LLMs have demonstrated impressive performance in answering medical questions,
such as passing medical licensing examinations. However, most existing
benchmarks rely on board exam questions or general medical questions, falling
short in capturing the complexity of realistic clinical cases.
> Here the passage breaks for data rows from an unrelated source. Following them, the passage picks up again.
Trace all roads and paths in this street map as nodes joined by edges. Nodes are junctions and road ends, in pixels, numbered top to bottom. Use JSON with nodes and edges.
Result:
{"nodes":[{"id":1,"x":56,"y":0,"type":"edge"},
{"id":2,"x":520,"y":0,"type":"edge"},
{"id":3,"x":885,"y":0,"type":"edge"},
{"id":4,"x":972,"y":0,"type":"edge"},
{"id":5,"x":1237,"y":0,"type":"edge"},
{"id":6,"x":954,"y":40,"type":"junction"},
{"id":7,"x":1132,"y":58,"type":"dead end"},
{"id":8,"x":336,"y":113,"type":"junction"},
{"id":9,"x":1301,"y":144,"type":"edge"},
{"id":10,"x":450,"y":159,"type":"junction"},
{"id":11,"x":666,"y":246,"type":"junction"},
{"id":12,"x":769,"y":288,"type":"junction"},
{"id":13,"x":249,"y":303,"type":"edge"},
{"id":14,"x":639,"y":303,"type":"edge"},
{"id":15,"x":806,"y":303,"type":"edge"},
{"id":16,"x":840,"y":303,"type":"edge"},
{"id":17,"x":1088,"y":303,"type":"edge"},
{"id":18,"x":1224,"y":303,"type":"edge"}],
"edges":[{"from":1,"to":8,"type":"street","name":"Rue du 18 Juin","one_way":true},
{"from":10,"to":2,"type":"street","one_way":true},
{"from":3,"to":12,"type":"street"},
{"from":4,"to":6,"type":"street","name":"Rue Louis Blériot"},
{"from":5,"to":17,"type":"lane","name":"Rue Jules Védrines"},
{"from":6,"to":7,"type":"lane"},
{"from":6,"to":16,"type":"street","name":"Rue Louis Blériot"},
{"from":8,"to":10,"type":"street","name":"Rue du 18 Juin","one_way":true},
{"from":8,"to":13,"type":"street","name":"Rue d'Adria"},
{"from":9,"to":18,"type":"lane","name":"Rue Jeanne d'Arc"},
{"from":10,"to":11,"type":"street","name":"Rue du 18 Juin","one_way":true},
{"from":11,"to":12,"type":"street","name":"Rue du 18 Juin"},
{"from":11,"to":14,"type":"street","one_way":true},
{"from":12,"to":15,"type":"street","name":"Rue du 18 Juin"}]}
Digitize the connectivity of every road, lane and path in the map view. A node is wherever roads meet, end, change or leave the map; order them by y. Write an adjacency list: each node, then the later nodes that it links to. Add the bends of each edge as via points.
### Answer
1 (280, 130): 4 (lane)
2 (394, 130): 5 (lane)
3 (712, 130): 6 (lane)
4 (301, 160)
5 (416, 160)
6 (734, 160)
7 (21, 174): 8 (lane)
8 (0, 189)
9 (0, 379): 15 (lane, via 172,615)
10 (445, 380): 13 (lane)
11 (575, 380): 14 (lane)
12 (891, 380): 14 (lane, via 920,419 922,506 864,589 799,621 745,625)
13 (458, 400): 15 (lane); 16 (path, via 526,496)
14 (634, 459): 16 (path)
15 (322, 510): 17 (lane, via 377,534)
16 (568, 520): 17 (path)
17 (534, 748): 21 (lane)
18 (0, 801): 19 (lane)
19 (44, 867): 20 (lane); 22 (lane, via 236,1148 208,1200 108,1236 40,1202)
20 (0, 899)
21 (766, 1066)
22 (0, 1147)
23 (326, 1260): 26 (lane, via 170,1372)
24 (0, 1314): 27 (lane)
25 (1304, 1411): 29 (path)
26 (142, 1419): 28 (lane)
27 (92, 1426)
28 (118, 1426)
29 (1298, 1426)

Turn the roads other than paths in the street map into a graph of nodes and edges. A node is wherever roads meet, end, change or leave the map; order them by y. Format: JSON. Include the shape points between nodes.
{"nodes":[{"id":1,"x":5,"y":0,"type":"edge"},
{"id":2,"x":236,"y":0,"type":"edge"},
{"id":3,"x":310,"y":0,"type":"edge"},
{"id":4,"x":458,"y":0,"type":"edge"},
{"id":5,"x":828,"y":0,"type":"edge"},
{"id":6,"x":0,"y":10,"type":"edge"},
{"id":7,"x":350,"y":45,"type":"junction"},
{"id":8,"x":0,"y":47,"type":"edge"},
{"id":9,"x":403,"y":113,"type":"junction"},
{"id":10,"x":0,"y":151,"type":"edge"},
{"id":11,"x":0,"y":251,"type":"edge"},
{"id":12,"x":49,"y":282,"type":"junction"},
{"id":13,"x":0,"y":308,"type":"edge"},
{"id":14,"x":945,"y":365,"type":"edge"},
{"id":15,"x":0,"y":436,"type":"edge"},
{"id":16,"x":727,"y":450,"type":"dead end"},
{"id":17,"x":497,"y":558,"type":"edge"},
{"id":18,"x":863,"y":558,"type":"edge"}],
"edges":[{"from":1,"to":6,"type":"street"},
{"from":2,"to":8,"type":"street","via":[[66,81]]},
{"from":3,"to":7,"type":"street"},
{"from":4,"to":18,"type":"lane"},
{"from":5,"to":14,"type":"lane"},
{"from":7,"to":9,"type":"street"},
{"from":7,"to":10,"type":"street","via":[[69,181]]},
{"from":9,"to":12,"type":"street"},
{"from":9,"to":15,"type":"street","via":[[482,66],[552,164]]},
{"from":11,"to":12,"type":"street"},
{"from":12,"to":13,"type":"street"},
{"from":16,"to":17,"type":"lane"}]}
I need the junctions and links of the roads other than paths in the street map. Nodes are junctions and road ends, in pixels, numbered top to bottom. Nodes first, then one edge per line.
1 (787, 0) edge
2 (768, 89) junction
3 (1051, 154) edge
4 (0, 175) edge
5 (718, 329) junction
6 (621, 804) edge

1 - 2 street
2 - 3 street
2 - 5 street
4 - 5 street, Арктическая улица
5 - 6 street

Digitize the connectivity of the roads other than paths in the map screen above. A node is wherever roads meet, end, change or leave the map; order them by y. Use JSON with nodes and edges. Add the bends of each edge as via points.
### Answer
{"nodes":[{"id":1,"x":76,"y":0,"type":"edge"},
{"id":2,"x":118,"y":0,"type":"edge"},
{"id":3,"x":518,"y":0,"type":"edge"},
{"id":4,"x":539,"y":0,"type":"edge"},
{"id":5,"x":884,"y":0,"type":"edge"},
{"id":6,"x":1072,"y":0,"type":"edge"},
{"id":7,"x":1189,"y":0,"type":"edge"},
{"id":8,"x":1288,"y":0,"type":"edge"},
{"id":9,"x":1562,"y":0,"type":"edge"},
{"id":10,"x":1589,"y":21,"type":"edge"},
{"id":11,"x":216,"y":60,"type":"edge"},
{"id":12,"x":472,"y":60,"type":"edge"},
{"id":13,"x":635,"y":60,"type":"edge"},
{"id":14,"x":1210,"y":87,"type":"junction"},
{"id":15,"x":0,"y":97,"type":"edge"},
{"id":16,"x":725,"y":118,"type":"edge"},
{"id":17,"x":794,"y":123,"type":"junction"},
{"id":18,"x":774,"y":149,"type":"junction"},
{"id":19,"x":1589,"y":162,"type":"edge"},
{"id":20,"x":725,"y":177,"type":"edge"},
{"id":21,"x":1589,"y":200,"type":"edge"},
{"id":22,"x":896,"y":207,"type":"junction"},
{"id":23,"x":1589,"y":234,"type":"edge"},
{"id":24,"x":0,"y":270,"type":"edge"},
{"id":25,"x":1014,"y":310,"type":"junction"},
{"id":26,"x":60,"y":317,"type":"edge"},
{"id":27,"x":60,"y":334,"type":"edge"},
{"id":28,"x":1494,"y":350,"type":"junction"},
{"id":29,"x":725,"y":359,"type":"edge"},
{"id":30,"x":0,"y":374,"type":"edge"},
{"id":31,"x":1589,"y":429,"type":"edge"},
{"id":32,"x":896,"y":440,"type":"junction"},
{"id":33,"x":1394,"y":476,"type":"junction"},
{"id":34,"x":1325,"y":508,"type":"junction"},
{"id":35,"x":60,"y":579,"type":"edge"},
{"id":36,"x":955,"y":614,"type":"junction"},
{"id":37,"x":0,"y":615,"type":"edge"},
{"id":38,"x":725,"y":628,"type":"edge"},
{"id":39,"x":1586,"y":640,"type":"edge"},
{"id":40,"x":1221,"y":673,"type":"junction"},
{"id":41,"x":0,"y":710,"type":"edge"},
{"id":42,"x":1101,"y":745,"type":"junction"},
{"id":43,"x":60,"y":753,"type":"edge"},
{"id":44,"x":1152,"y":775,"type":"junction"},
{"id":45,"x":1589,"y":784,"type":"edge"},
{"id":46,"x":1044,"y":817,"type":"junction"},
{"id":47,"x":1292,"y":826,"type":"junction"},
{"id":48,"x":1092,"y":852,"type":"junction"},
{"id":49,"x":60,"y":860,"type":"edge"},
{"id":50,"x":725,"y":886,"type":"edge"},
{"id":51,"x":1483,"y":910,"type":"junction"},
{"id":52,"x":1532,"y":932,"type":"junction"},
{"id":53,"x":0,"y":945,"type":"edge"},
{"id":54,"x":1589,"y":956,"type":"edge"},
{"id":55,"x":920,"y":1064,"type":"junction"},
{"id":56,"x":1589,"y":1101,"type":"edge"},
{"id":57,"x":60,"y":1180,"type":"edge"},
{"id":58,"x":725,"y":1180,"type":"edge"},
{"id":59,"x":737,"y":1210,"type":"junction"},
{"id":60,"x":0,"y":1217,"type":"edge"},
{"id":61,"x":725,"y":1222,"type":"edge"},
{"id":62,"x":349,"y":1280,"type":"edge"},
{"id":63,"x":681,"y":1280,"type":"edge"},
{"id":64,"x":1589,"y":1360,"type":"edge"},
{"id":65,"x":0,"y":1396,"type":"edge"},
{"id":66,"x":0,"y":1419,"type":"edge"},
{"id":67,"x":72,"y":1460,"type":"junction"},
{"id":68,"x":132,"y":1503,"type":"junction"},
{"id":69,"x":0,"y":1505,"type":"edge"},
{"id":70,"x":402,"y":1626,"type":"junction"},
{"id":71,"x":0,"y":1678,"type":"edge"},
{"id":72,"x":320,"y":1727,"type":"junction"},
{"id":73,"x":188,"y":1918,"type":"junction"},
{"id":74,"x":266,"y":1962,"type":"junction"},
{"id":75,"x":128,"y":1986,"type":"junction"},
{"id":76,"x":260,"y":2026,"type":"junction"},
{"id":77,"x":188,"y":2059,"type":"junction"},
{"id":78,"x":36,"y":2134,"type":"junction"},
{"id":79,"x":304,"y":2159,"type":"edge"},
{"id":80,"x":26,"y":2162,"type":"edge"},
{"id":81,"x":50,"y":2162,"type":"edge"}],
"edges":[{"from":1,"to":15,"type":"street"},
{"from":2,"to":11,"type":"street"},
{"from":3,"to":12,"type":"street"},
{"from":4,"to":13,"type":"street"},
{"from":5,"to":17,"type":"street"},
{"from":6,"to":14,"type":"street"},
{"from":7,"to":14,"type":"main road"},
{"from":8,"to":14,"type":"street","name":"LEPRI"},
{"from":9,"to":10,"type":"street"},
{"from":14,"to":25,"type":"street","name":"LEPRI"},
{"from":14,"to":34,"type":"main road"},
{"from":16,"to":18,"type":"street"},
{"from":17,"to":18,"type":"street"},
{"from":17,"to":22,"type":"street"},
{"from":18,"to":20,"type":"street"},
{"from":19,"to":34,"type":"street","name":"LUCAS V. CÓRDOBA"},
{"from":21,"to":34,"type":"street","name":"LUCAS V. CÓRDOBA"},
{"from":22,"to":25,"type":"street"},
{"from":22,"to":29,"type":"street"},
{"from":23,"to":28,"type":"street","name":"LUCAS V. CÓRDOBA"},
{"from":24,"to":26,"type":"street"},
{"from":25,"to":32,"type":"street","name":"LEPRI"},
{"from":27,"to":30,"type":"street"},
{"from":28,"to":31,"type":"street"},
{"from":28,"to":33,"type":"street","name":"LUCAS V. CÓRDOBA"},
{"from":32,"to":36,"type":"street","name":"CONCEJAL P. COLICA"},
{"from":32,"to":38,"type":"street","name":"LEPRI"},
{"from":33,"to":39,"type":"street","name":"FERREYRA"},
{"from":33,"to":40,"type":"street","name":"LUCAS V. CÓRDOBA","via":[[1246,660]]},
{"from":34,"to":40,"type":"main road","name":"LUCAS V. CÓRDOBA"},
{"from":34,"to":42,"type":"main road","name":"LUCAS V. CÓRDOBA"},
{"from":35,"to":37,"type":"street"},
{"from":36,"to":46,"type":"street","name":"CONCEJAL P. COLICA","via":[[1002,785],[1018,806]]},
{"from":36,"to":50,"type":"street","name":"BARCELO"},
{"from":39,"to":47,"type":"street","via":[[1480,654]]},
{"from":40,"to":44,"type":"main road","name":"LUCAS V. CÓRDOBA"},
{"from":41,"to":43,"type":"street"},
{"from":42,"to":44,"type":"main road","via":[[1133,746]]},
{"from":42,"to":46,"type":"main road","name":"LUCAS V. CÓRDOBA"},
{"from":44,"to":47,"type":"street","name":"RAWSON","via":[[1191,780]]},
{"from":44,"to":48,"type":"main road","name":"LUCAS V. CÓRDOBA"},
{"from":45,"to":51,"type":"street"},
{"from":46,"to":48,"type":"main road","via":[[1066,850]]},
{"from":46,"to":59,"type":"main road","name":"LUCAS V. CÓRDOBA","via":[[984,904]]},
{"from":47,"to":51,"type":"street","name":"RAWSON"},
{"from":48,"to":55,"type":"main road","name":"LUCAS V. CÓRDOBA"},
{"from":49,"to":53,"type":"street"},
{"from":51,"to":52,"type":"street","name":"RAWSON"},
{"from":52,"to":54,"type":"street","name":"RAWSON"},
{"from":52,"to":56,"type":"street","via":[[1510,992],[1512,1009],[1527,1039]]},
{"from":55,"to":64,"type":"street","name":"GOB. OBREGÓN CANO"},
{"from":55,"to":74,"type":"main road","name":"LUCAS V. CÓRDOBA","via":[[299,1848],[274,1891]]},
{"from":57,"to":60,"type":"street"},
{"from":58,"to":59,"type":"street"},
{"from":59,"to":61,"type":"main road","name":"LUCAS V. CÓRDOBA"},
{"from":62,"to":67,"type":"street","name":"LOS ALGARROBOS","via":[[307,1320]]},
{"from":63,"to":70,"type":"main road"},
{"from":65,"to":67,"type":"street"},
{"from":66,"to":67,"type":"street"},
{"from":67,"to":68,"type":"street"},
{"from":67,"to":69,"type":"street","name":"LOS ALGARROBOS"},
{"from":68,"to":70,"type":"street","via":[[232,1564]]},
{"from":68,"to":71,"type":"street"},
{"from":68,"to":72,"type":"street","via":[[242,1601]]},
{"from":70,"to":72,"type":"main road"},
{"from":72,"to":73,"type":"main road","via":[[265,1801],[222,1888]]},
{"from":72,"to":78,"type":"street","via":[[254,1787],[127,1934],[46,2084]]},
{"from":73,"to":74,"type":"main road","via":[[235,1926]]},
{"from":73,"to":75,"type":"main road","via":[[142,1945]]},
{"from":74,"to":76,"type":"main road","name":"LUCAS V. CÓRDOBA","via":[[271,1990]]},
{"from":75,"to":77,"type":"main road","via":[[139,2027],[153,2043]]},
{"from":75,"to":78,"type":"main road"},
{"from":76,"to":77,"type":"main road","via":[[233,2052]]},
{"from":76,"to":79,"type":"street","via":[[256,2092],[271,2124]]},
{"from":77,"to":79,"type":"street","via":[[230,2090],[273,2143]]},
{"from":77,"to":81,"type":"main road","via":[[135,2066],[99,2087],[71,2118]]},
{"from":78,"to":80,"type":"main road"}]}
Moreover, the
lack of reference explanations for answers hampers the evaluation of model
explanations, which are crucial to supporting doctors in making complex medical
decisions. To address these challenges, we construct two new datasets: JAMA
Clinical Challenge and Medbullets. JAMA Clinical Challenge consists of
questions based on challenging clinical cases, while Medbullets comprises USMLE
Step 2&3 style clinical questions. Both datasets are structured as
multiple-choice question-answering tasks, where each question is accompanied by
an expert-written explanation. We evaluate four LLMs on the two datasets using
various prompts. Experiments demonstrate that our datasets are harder than
previous benchmarks. The inconsistency between automatic and human evaluations
of model-generated explanations highlights the need to develop new metrics to
support future research on explainable medical QA.

通过构建两个新的数据集，利用多个评估指标以及医学专家编写的解释进行实验，我们发现 LLMs 在回答医学问题方面表现出色，但是现有的基准测试数据集在捕捉真实临床病例的复杂性以及提供参考解释方面存在不足，因此需要开发新的度量指标以支持可解释医疗问答的未来研究。